MATERIAL FOR THE TASK:
****************

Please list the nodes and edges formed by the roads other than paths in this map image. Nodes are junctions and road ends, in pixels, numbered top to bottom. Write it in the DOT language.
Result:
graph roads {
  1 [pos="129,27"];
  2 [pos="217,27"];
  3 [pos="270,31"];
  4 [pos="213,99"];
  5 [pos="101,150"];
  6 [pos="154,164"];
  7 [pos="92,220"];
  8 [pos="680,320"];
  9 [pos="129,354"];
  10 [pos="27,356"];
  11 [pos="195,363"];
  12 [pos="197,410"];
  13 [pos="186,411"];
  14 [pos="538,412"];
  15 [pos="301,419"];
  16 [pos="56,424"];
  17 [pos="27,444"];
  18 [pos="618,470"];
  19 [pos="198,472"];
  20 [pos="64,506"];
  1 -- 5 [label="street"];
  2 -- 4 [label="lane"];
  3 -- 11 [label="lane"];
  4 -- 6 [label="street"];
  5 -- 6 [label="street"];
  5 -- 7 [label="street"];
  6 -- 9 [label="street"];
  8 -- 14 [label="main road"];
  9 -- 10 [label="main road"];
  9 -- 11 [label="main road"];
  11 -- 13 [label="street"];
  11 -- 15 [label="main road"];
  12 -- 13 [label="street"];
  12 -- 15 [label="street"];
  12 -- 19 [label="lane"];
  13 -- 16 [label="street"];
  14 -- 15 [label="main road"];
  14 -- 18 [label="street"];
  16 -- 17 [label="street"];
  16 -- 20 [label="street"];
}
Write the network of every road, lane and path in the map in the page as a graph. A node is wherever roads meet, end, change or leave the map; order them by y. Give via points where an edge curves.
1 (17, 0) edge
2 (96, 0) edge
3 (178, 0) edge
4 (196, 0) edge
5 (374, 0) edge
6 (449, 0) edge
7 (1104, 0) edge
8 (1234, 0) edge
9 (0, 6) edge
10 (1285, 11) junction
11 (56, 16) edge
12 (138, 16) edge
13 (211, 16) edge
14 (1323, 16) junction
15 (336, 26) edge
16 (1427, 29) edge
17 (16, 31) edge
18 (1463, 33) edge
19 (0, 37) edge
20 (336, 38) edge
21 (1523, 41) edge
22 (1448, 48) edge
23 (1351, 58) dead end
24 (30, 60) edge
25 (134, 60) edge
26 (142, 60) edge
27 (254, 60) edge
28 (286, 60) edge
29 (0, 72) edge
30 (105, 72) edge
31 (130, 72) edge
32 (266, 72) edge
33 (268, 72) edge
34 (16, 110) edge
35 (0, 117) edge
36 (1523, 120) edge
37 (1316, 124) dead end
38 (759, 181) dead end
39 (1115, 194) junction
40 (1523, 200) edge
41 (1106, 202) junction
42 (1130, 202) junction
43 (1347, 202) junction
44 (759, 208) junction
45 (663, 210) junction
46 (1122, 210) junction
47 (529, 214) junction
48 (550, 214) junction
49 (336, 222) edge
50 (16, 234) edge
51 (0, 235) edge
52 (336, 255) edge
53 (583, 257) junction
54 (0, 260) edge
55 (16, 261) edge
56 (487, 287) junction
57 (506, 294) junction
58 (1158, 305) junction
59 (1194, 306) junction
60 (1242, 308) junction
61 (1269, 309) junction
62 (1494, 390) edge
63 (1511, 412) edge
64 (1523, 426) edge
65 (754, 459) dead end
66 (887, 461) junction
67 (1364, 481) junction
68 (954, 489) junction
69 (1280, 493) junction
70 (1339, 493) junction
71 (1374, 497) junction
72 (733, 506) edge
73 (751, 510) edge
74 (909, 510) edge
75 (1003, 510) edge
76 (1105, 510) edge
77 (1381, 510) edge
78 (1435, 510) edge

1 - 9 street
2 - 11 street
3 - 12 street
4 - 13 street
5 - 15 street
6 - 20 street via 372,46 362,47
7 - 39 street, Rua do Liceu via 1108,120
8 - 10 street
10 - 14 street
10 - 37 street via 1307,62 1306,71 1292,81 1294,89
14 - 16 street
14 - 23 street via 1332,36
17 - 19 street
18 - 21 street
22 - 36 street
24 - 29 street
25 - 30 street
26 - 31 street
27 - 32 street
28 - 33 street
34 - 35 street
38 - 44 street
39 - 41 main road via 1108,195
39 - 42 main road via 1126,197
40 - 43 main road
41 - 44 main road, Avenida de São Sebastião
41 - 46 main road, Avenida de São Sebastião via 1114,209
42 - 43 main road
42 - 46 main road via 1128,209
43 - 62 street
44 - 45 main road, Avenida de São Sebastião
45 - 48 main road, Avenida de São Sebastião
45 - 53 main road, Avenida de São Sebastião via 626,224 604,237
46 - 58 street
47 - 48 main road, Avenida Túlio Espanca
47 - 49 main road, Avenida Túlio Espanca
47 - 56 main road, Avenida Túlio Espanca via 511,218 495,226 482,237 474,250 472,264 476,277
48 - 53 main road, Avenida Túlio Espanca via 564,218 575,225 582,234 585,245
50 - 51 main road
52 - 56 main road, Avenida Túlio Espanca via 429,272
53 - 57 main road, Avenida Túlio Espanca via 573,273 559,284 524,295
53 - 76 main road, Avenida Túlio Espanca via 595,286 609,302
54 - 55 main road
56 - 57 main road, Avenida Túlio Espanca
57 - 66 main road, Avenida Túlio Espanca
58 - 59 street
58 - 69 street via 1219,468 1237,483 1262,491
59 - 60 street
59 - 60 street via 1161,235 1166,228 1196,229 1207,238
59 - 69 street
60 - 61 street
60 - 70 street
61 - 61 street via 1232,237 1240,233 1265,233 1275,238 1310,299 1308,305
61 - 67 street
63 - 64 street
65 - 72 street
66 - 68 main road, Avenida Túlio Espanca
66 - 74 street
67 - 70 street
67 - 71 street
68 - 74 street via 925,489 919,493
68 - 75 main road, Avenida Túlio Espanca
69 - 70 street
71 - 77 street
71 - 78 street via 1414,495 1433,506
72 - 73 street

****************

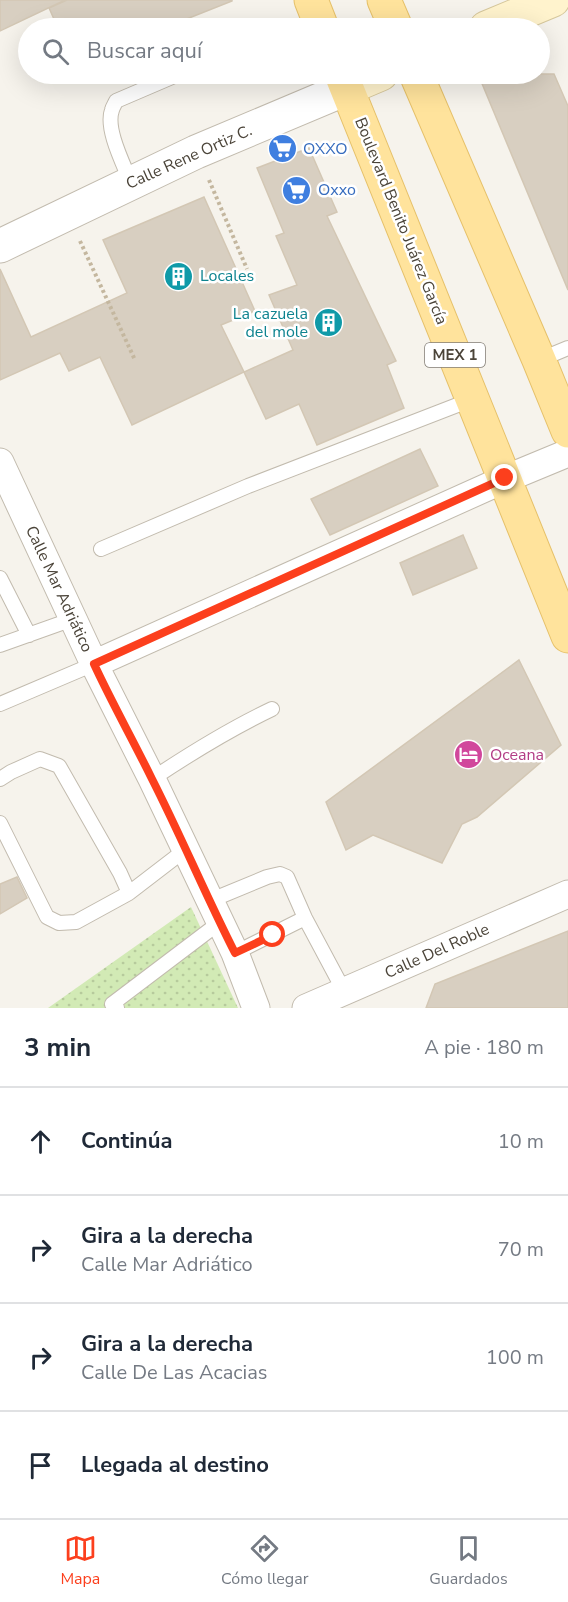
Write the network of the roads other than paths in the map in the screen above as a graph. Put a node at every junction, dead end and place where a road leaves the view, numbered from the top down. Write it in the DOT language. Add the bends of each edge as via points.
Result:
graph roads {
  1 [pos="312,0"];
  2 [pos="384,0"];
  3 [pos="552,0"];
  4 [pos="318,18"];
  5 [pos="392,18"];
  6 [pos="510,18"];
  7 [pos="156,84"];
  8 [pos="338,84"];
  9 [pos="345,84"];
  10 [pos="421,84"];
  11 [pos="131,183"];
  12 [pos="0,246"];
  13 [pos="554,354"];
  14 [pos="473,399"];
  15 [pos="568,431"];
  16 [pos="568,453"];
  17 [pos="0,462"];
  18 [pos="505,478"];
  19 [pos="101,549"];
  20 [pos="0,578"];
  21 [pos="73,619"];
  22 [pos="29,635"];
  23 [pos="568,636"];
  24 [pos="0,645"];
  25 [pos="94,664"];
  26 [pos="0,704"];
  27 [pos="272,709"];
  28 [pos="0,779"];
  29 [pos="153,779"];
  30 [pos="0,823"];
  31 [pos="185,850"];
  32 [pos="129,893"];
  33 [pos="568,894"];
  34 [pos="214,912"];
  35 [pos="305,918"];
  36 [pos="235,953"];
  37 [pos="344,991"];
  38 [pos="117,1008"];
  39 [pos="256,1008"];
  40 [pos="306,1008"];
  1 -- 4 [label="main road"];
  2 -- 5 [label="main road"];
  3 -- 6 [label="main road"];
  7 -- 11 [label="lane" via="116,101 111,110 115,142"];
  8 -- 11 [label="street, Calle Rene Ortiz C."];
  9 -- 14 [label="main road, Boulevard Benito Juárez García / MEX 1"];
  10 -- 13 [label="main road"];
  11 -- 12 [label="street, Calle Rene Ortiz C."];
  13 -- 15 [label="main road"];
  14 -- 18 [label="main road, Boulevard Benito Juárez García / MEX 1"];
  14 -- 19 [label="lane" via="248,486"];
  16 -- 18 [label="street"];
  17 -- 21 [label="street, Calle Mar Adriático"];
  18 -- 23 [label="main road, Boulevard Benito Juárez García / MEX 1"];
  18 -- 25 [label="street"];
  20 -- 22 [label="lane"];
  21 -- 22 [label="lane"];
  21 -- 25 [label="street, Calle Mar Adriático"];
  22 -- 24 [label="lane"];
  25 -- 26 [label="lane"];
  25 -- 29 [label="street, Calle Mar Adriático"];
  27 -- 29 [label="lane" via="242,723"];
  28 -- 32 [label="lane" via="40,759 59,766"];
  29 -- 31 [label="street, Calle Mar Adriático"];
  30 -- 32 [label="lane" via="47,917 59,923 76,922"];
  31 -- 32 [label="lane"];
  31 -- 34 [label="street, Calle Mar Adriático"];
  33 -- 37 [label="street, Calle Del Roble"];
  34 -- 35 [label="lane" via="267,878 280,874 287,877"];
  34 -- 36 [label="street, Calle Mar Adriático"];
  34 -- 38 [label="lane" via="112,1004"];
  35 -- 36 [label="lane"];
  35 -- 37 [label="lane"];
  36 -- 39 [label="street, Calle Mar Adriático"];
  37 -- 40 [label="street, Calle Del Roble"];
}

****************

AIM OF THE EXERCISE: Return each line of the listing that holds the string "Rene".

REPLY:
  8 -- 11 [label="street, Calle Rene Ortiz C."];
  11 -- 12 [label="street, Calle Rene Ortiz C."];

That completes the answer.